Published March 24, 2007

BEIJING: North Korea’s abrupt walkout on nuclear talks over frozen funds should ring alarm bells about the myriad of other pitfalls that await the disarmament process, analysts said on Friday.

Under a six-nation accord signed last month, North Korea has just three weeks to close its main Yongbyon nuclear reactor and allow United Nations’ atomic inspectors back into the country as first steps towards disarmament.

China and the United States have insisted the decision by the Stalinist regime to abandon negotiations in Beijing on Thursday should not place the deadline in doubt and that the North remains committed to disarming.

Pyongyang will slip back into disarmament mode once the $25 million in North Korean funds, frozen since 2005 in a Macau bank due to US accusations of money laundering and counterfeiting, is returned, they have argued.

The United States and China, which have different but equally strong reasons for seeing the disarmament process succeed, have said the delay in returning the money is only due to technical problems.

But Yun Duk-Min, from the Institute for Foreign Affairs and National Security, a research arm of South Korea’s foreign ministry, was one of a number of North Korea watchers who expressed less confidence on Friday about the short and long-term prospects for disarmament.

“It is hard to predict whether the April 14 deadline will be met or not,” Yun said in reference to the date that North Korea is required under the six-nation accord to shut down Yongbyon and welcome back UN inspectors.

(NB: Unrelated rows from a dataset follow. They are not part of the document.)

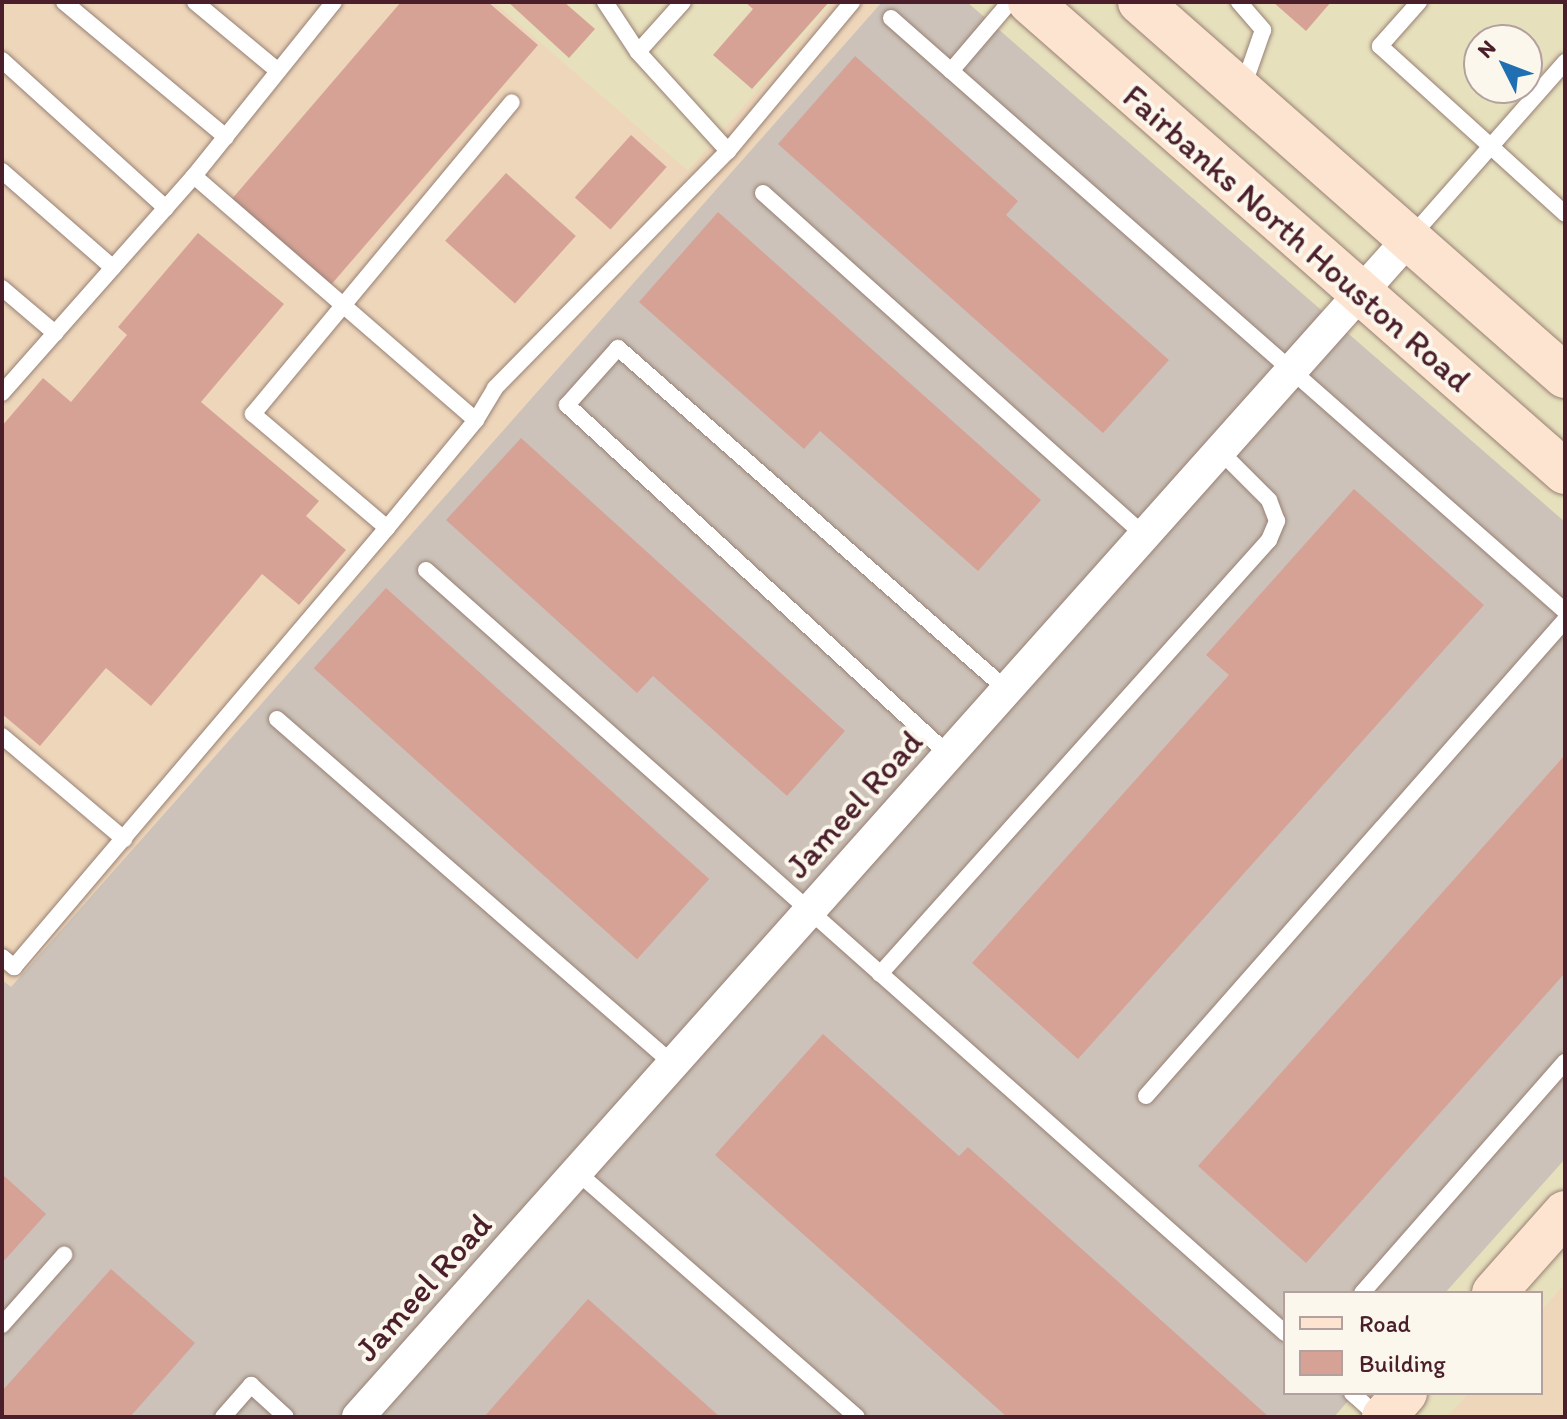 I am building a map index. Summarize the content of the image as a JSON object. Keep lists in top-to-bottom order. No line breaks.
{"streets":{"main road":["Fairbanks North Houston Road"],"street":["Jameel Road"]},"crossings":[["Fairbanks North Houston Road","Jameel Road"]],"legend":["Road","Building"],"north":"top left"} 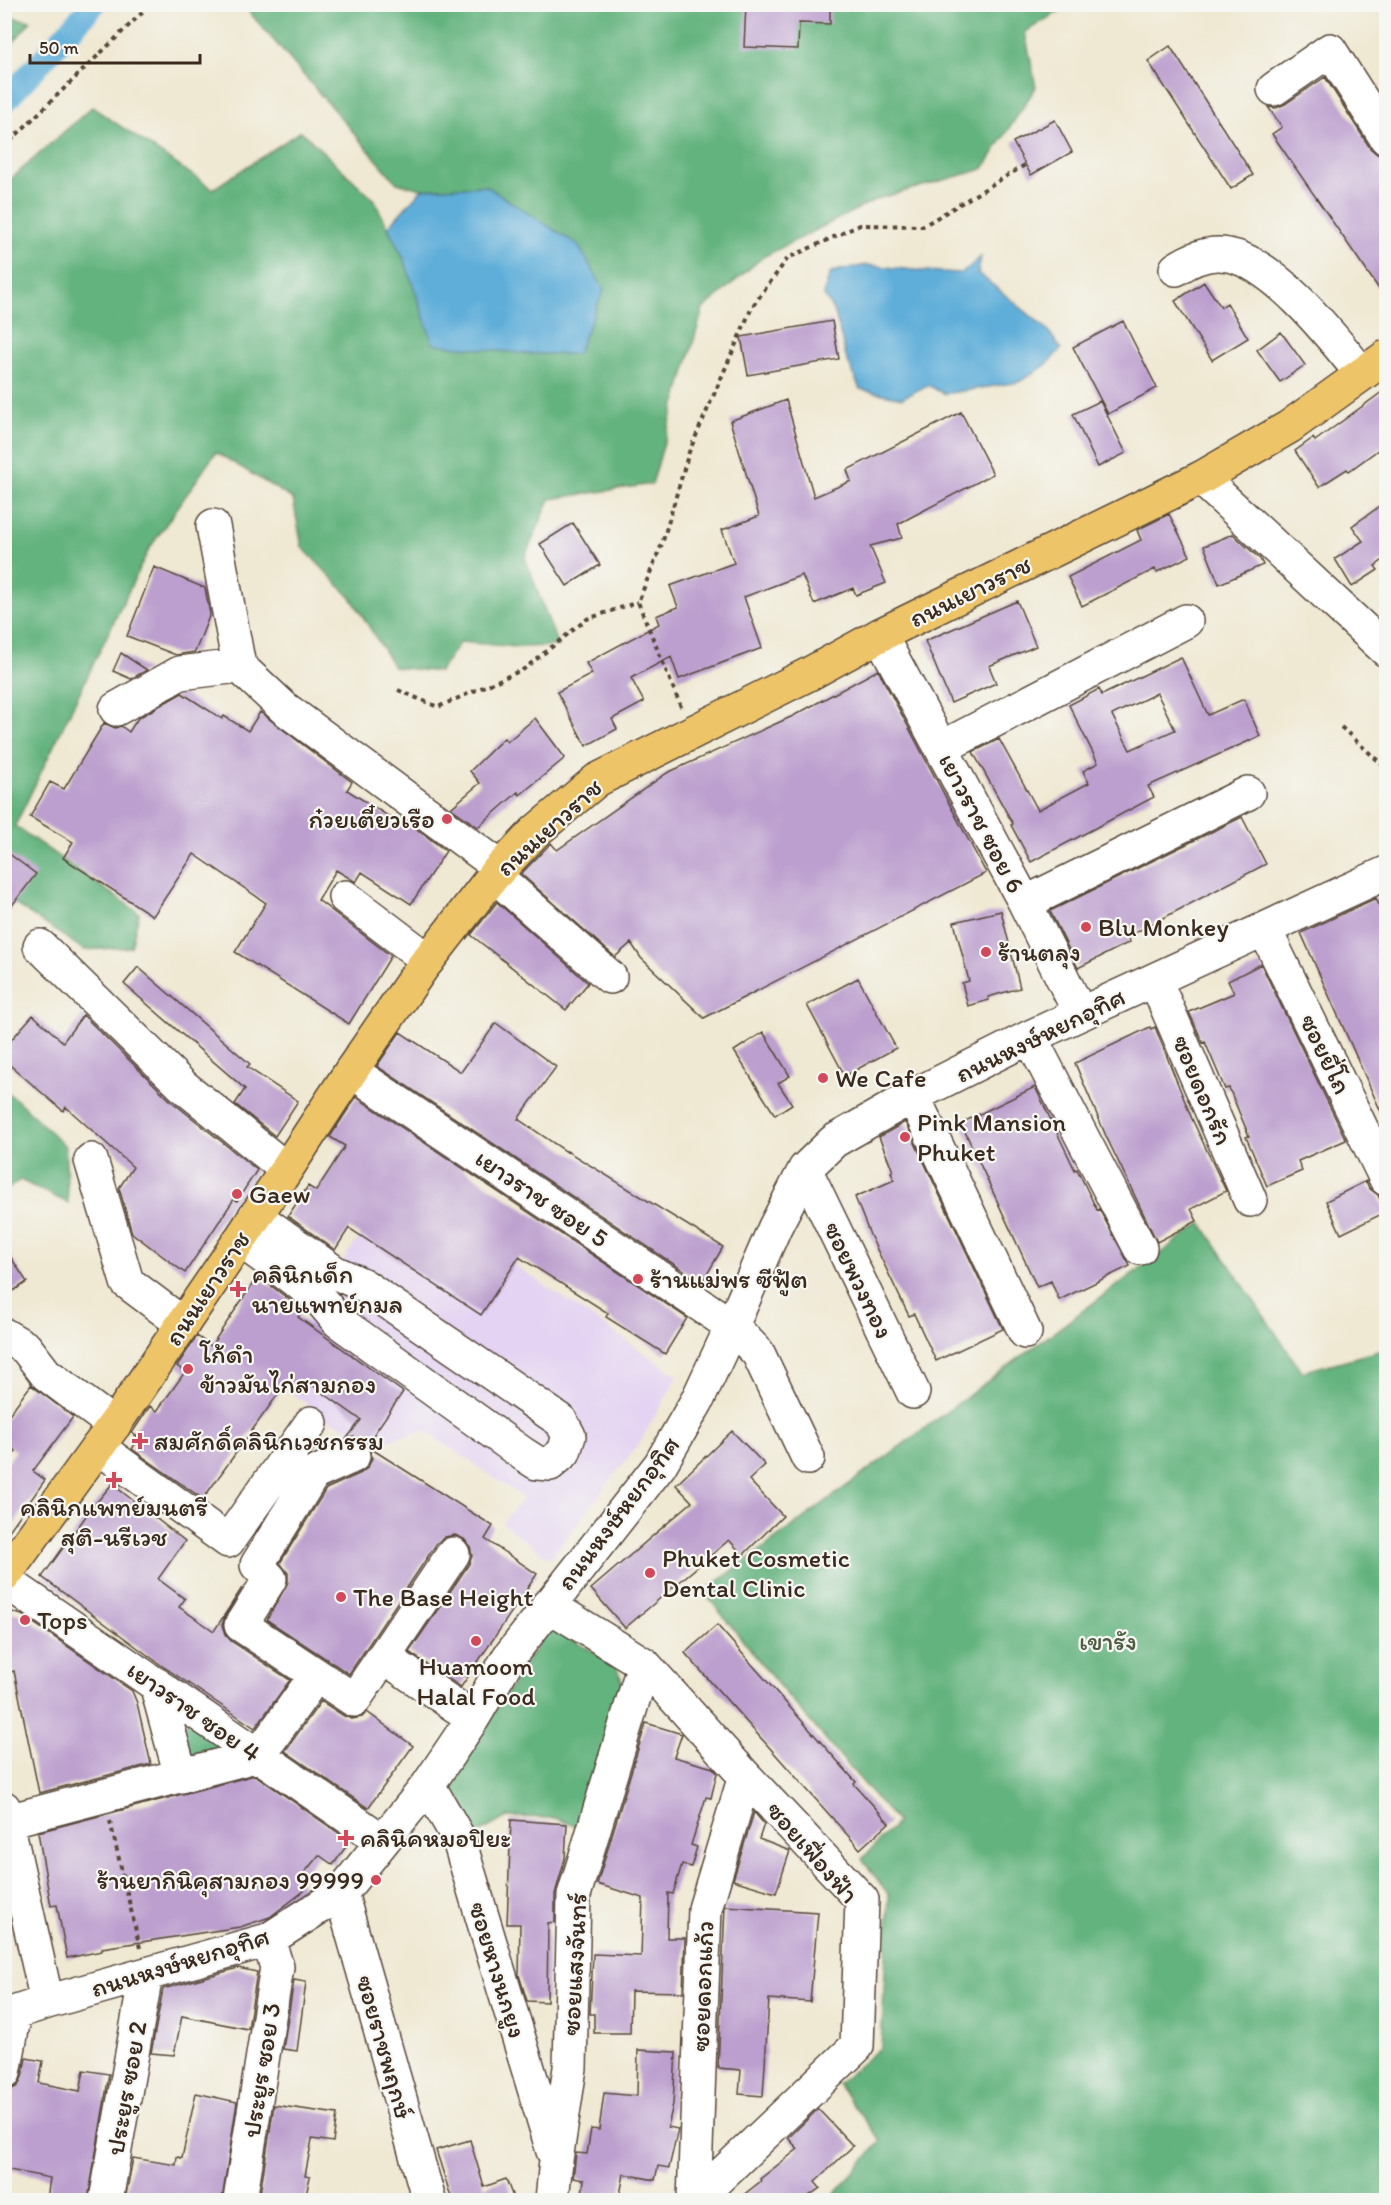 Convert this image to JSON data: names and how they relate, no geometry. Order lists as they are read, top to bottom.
{
  "streets": {
    "main road": ["ถนนเยาวราช"],
    "street": [
      "เยาวราช ซอย 6",
      "ถนนหงษ์หยกอุทิศ",
      "ซอยยี่โถ",
      "ซอยดอกรัก",
      "เยาวราช ซอย 5",
      "ซอยพวงทอง",
      "เยาวราช ซอย 4",
      "ซอยเฟื่องฟ้า",
      "ซอยแสงจันทร์",
      "ซอยหางนกยูง",
      "ซอยดอกแก้ว",
      "ซอยราชพฤกษ์",
      "ประยูร ซอย 3",
      "ประยูร ซอย 2"
    ]
  },
  "crossings": [
    ["ถนนเยาวราช", "เยาวราช ซอย 6"],
    ["ถนนเยาวราช", "เยาวราช ซอย 5"],
    ["ถนนเยาวราช", "เยาวราช ซอย 4"],
    ["เยาวราช ซอย 6", "ถนนหงษ์หยกอุทิศ"],
    ["ถนนหงษ์หยกอุทิศ", "ซอยยี่โถ"],
    ["ถนนหงษ์หยกอุทิศ", "ซอยดอกรัก"],
    ["ถนนหงษ์หยกอุทิศ", "เยาวราช ซอย 5"],
    ["ถนนหงษ์หยกอุทิศ", "ซอยพวงทอง"],
    ["ถนนหงษ์หยกอุทิศ", "เยาวราช ซอย 4"],
    ["ถนนหงษ์หยกอุทิศ", "ซอยเฟื่องฟ้า"],
    ["ถนนหงษ์หยกอุทิศ", "ซอยหางนกยูง"],
    ["ถนนหงษ์หยกอุทิศ", "ซอยราชพฤกษ์"],
    ["ถนนหงษ์หยกอุทิศ", "ประยูร ซอย 3"],
    ["ถนนหงษ์หยกอุทิศ", "ประยูร ซอย 2"],
    ["ซอยเฟื่องฟ้า", "ซอยแสงจันทร์"],
    ["ซอยเฟื่องฟ้า", "ซอยดอกแก้ว"],
    ["ซอยแสงจันทร์", "ซอยหางนกยูง"]
  ],
  "parks": ["เขารัง"],
  "places": {
    "other": [
      "ก๋วยเตี๋ยวเรือ",
      "Blu Monkey",
      "ร้านตลุง",
      "We Cafe",
      "Pink Mansion Phuket",
      "Gaew",
      "ร้านแม่พร ซีฟู้ต",
      "โก้ดำ ข้าวมันไก่สามกอง",
      "Phuket Cosmetic Dental Clinic",
      "The Base Height",
      "Tops",
      "Huamoom Halal Food",
      "ร้านยากินิคุสามกอง 99999"
    ],
    "health": [
      "คลินิกเด็ก นายแพทย์กมล",
      "สมศักดิ์คลินิกเวชกรรม",
      "คลินิกแพทย์มนตรี สุติ-นรีเวช",
      "คลินิคหมอปิยะ"
    ]
  },
  "scale_bar": "50 m"
}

“This episode proves again that North Korea is not an easy partner to negotiate with. It shows what a tough road ahead there is before North Korea is fully disarmed.” One fundamental obstacle is the lack of trust between North Korea and the other parties in the six-nation process, particularly the United States but even China, Pyongyang’s long-time ally.

North Korea, which is one of the most politically isolated nations in the world, refused to negotiate in the six-party forum this week even after being reassured by China that the money would be transferred.

“It (North Korea’s walk-out) testifies to a wall of distrust between North Korea and the other countries,” a South Korean official involved in the talks but who did not want to be named said on Thursday.

Chief US envoy Christopher Hill said after the talks broke up that the incident highlighted the degree of North Korea’s isolation.

“It has been difficult to return money to them even when everyone wants to return money to them,” he said.

Hill earlier professed to not truly understanding the mindset of the North Koreans.

“The day I explain to you the North Korean thinking is the day I have been in this process too long,” he said.

The director of the Centre for Korean Peninsula Studies at the Shanghai Academy of Social Sciences, Liu Ming, said the distrust factor was a vital part of the process that would repeatedly hold up the disarmament process in the months and years to come.“The money transfer is only one of those complicated knots in the six-party talks,” Liu said, pointing to bigger future obstacles such as North Korean demands to be removed from a US terrorist listing and for its companies to be allowed to trade with the United States.

“They are likely to be hard nuts to crack in the long-term future of the six-party talks.”